PÁLIDA LUZ EN LAS COLINAS
LA REPRODUCCIÓN PROHIBIDA
La incorporación del cuadro de René Magritte, La reproducción prohibida (1937), al antepenúltimo largometraje de Kei Ishikawa A man (2022) evidencia gran parte de las preocupaciones del cineasta japonés. A esta obra se le añade primero sonido: se escucha de fondo el ruido de la ciudad. El motivo visual se repite constantemente pero no es hasta el final que Ishikawa decide añadir al protagonista como una continuación de dicha pintura. ¿Se puede llegar a conocer a alguien realmente? ¿O siempre quedará una parte del ser que se resista a ser mostrada?
En Pálida luz en las colinas (2025), su último largometraje, Ishikawa decide adaptar la novela homónima del ganador del Premio Nobel de literatura Kazuo Ishiguro.
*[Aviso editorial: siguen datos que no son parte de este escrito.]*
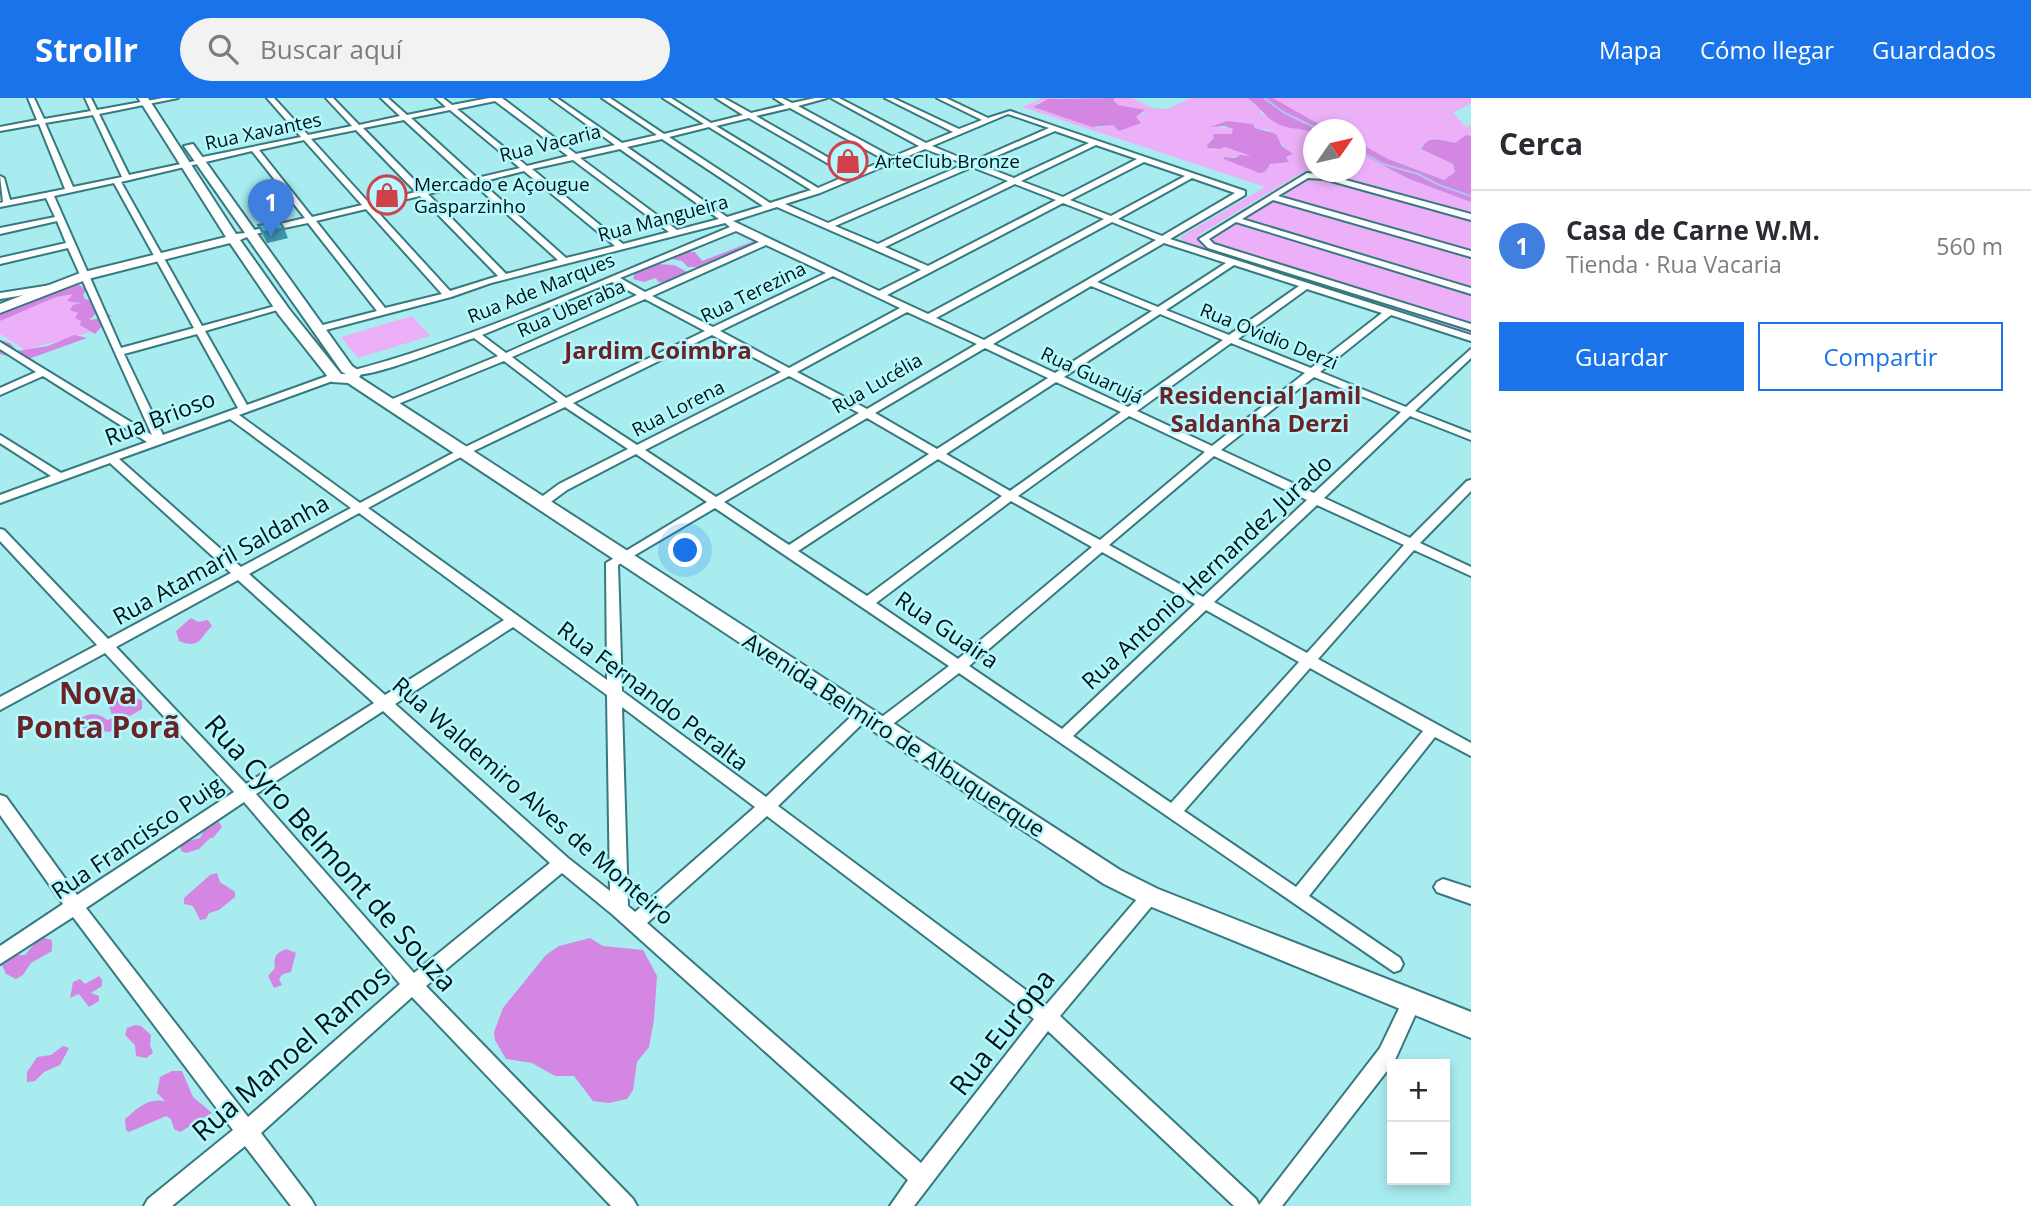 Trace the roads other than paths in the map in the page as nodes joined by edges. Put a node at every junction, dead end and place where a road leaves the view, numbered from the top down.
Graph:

El gesto de este traslado a la gran pantalla no es casualidad. La obra de Ishiguro se construye a través de la selectividad de la memoria, de esa reproducción prohibida. La acción situada en los ochenta explora el recuerdo de una mujer, Etsuko, que vivió su juventud en Nagasaki durante y después de la Segunda Guerra Mundial. El recuerdo borra el dolor; Ishikawa muestra un pasado estético a partir de una mayor saturación y tonos cálidos. Las nubes y la iluminación son demasiado agradables y esa perfección genera desestabilidad. Sin embargo, esta decisión formal termina en cierto forzamiento de la belleza -véase aquella imagen final, inundada de luz, que augura un futuro marcado por el cambio-. La cámara, al contrario, recuerda y evidencia la castrante figura del ideal femenino influenciado por el neoconfucianismo. Etsuko es atrapada por la ventana de la cocina que impide ver su rostro. Es en este espacio reducido donde el cristal traslúcido evidencia su infelicidad matrimonial.

Al igual que sucedía en Gukoroku: Traces of Sin (2016) o en Previously Saved Version (2024), la sociedad expuesta por el cineasta es una fuertemente arraigada en el poder patriarcal y de clase. Los edificios que separan a Etsuko de su amiga Sachiko lo evidencian. Así, como la superioridad moral con la que se juzga “el amigo americano”. Para Ishikawa la identidad esta inevitablemente unida al ambiente y como ocurría en el resto de los filmes mencionados la atención del director diverge hacia los márgenes, hacía lo olvidado por el poder y la historia, ya sea aquel abogado de descendencia coreana o como ocurre en Pálida luz en las colinas poder narrar desde la perspectiva femenina del periodo de posguerra, así como el desplazamiento de la generación que apoyó la guerra. Por ello, suegro y nuera son capaces de verse. Ambos no encajan en el relato oficial.

Poco a poco, el dolor se cuela en la pantalla como la luz que da sentido al título y permite tomar conciencia de lo acontecido, sea a través del plano sonoro, unas cicatrices o, como ocurre al final del filme, a partir del uso del negro y rojo. Nikki, la hija de Etsuko, intenta comprender lo que vivió su madre, de esta forma se irán transitando los diferentes espacios de la antigua casa familiar, recovecos que evidencian el proceso de defensa que genera el cerebro frente a lo traumático -secuencias que se ven afectadas por una puesta en escena demasiado rígida, que nunca terminan de generar contraste frente al recuerdo. En un momento, Nikki le dice a su madre que nunca podrá llegar a conocer exactamente lo que vivió, ¿acaso se puede llegar a conocer a alguien en su totalidad? ¿Incluso a uno mismo? Tal vez la respuesta se encuentre en el cuadro de Magritte.
Pálida luz en las colinas (A Pale View OF Hills, Kei Ishikawa, Japón, 2025)
Dirección: Kei Ishikawa / Guion: Kei Ishikawa / Producción: Miyuki Fukuma, Marta Gmosinska, Hiroyuki Ishiguro, Elizabeth Karlsen, Mariusz Wlodarski, Stephen Woolley / Fotografía: Piotr Niemyjski / Montaje: Kei Ishikawa / Música: Pawel Mykietyn / Reparto: Suzu Hirose, Fumi Nikaido, Yoh Yoshida, Camilla Aiko, Kohei Matsushita, Tomokazu Miura.